» **To do**
Everything in the entries below must be reproduced exactly, except the images.

» **Raw data**
═══
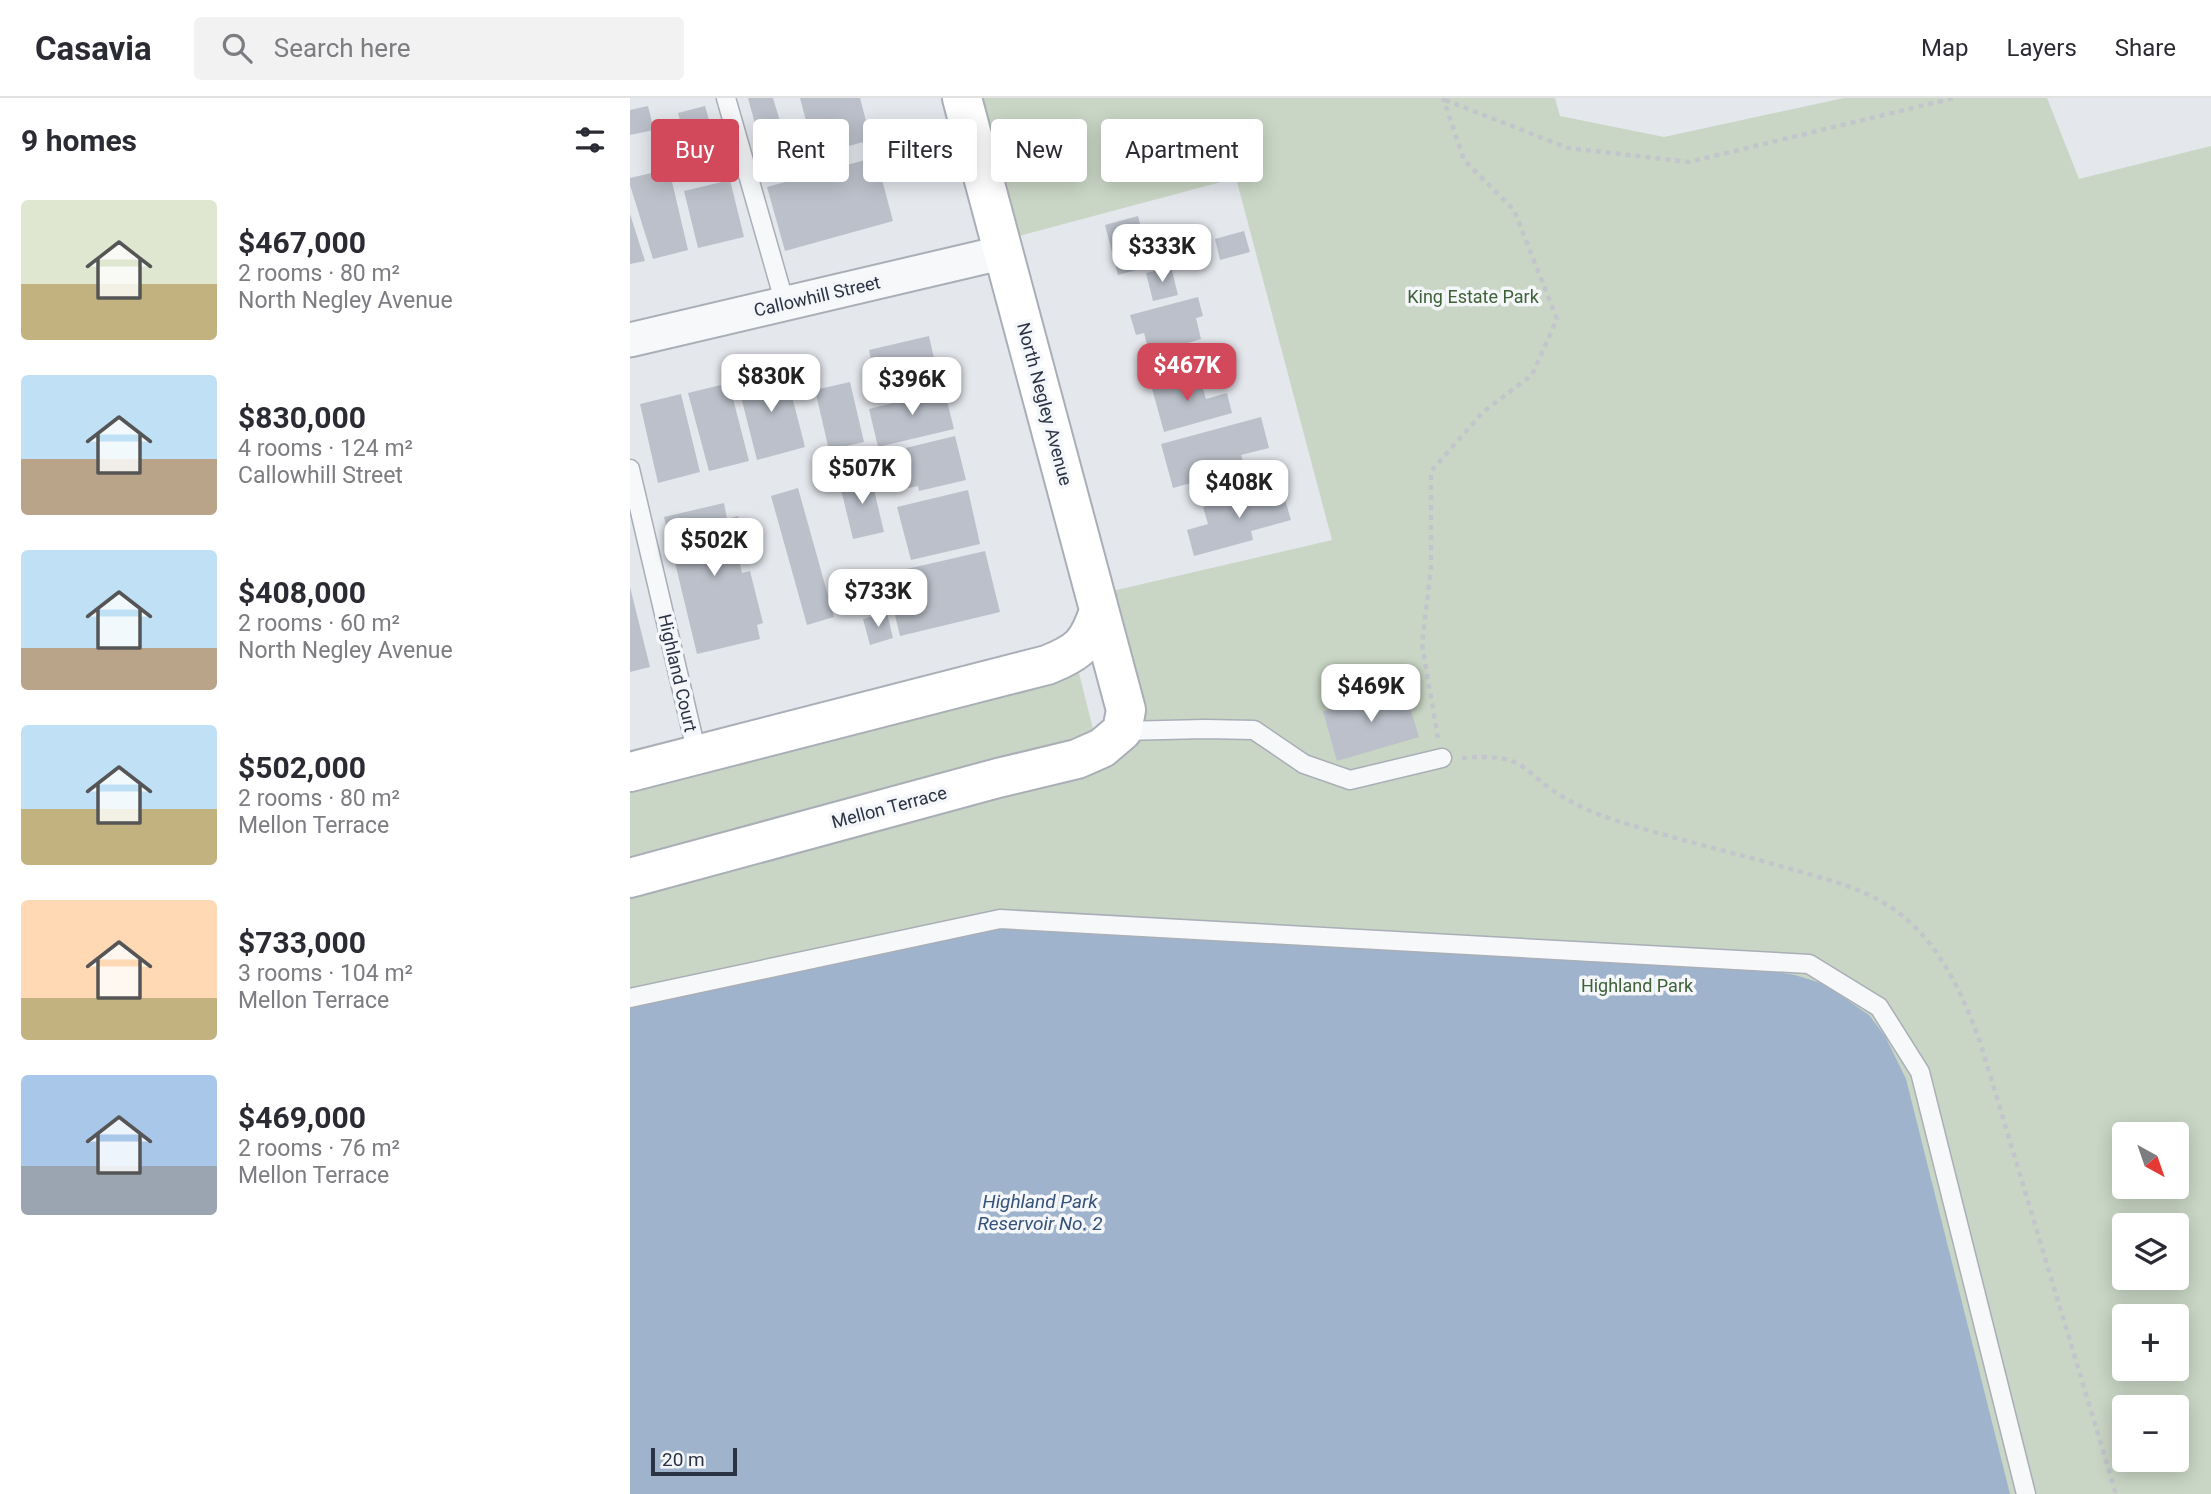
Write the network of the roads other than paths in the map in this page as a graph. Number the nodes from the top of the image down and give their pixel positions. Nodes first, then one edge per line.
1 (726, 98) edge
2 (962, 98) edge
3 (1005, 252) junction
4 (785, 304) junction
5 (630, 341) edge
6 (630, 468) edge
7 (1100, 611) junction
8 (1124, 721) junction
9 (697, 754) junction
10 (1442, 758) road end
11 (630, 772) edge
12 (630, 878) edge
13 (630, 998) edge
14 (2026, 1494) edge

1 - 4 lane
2 - 3 main road, North Negley Avenue
3 - 4 street, Callowhill Street
3 - 7 main road, North Negley Avenue
4 - 5 street, Callowhill Street
6 - 9 lane, Highland Court
7 - 8 main road, North Negley Avenue
7 - 9 main road
8 - 10 lane
8 - 12 main road, Mellon Terrace
9 - 11 main road
13 - 14 lane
═══
» **Final answer**
Write the network of the roads other than paths in the map in this page as a graph. Number the nodes from the top of the image down and give their pixel positions. Nodes first, then one edge per line.
1 (726, 98) edge
2 (962, 98) edge
3 (1005, 252) junction
4 (785, 304) junction
5 (630, 341) edge
6 (630, 468) edge
7 (1100, 611) junction
8 (1124, 721) junction
9 (697, 754) junction
10 (1442, 758) road end
11 (630, 772) edge
12 (630, 878) edge
13 (630, 998) edge
14 (2026, 1494) edge

1 - 4 lane
2 - 3 main road, North Negley Avenue
3 - 4 street, Callowhill Street
3 - 7 main road, North Negley Avenue
4 - 5 street, Callowhill Street
6 - 9 lane, Highland Court
7 - 8 main road, North Negley Avenue
7 - 9 main road
8 - 10 lane
8 - 12 main road, Mellon Terrace
9 - 11 main road
13 - 14 lane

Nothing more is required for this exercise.